SOURCE MATERIAL below:

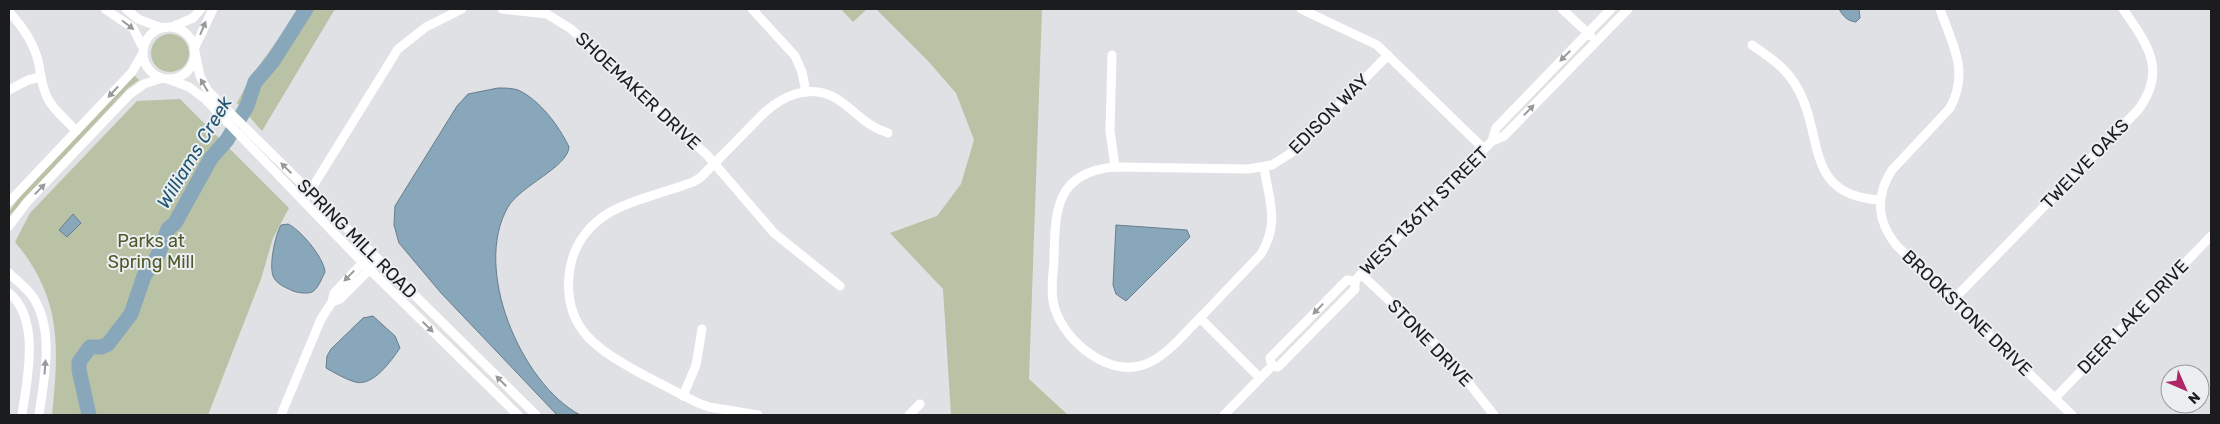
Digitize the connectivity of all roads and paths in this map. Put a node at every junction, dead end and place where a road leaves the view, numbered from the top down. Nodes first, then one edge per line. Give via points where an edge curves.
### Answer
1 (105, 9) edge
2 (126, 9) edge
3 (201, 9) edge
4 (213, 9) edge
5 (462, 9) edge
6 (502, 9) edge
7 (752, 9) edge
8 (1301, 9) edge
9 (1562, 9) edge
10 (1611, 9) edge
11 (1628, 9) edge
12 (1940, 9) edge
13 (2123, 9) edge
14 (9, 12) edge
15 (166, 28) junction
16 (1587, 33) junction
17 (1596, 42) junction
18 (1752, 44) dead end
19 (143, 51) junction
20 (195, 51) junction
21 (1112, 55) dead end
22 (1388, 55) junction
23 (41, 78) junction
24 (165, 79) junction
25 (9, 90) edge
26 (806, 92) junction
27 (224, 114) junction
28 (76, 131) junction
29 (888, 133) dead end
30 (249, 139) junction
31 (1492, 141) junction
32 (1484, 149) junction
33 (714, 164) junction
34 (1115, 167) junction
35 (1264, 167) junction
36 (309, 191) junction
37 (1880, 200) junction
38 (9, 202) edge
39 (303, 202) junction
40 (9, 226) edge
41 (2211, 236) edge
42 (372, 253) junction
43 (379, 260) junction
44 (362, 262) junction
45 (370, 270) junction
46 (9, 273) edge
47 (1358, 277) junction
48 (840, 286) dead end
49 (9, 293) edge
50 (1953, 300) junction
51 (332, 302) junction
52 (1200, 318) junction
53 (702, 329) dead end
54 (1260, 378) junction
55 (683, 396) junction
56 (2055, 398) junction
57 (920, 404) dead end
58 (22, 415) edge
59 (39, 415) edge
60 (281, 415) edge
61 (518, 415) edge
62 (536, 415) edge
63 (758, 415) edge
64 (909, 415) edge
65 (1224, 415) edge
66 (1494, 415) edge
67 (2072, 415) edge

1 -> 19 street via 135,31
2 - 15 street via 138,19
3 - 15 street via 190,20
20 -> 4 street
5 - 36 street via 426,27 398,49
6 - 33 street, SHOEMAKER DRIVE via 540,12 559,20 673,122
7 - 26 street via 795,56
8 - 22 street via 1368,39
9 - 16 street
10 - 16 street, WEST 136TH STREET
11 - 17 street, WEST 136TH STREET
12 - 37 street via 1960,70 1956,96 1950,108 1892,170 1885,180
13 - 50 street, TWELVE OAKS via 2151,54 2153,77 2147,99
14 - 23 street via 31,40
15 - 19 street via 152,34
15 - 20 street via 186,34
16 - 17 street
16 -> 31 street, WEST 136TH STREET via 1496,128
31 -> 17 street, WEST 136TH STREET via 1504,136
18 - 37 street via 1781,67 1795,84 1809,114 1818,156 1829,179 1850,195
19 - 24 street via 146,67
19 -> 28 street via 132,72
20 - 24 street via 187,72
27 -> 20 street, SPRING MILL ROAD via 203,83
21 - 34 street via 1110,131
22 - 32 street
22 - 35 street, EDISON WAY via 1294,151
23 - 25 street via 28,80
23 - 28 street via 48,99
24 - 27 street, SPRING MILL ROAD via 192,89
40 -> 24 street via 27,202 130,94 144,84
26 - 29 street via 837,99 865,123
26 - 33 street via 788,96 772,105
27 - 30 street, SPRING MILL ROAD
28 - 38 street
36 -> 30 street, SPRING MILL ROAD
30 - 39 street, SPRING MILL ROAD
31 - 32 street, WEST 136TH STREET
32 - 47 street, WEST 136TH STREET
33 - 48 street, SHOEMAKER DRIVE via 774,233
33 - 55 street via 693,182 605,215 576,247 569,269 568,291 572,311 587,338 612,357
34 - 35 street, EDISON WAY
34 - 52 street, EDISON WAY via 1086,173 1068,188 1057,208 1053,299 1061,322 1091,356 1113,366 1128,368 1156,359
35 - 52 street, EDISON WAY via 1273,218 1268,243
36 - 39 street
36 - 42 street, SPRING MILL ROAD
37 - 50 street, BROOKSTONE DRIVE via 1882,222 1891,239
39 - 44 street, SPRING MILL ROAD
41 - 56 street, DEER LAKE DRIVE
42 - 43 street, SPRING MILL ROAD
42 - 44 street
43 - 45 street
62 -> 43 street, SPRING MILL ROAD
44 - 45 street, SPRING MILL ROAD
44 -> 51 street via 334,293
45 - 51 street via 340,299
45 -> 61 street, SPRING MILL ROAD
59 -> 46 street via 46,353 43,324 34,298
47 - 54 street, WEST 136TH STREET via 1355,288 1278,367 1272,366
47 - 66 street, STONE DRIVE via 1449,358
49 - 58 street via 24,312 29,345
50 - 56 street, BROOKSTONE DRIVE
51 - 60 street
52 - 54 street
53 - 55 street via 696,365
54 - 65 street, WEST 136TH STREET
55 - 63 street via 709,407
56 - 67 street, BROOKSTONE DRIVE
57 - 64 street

End of SOURCE MATERIAL.
SOURCE MATERIAL below:

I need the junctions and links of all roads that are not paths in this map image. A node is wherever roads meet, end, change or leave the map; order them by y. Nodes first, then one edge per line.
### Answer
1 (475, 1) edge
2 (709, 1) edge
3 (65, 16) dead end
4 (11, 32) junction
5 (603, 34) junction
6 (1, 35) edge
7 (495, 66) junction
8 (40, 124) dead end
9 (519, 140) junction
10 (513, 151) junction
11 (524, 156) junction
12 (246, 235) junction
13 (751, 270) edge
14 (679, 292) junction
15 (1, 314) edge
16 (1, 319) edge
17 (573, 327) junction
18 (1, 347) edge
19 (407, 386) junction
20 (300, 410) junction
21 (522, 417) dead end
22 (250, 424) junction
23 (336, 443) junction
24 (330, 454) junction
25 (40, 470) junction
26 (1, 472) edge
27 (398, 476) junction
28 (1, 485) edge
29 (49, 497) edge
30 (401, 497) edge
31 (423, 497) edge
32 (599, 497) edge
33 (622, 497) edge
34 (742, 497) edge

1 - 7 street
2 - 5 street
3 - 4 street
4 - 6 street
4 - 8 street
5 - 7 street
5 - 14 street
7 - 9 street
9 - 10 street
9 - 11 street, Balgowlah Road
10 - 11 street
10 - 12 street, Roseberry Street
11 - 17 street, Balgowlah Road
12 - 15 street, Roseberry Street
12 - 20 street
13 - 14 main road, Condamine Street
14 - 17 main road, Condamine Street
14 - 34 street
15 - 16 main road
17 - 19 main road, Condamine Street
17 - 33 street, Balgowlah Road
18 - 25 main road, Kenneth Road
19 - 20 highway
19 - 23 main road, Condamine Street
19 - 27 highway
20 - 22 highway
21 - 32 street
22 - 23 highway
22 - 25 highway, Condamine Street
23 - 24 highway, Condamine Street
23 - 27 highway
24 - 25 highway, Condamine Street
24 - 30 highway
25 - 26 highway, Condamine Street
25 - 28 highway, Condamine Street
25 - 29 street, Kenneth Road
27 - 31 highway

End of SOURCE MATERIAL.

* [ABOUT THIS EXERCISE]:
Check each line of the records above, and copy those that hold the word "SPRING".

* [COMPLETED EXERCISE]:
27 -> 20 street, SPRING MILL ROAD via 203,83
24 - 27 street, SPRING MILL ROAD via 192,89
27 - 30 street, SPRING MILL ROAD
36 -> 30 street, SPRING MILL ROAD
30 - 39 street, SPRING MILL ROAD
36 - 42 street, SPRING MILL ROAD
39 - 44 street, SPRING MILL ROAD
42 - 43 street, SPRING MILL ROAD
62 -> 43 street, SPRING MILL ROAD
44 - 45 street, SPRING MILL ROAD
45 -> 61 street, SPRING MILL ROAD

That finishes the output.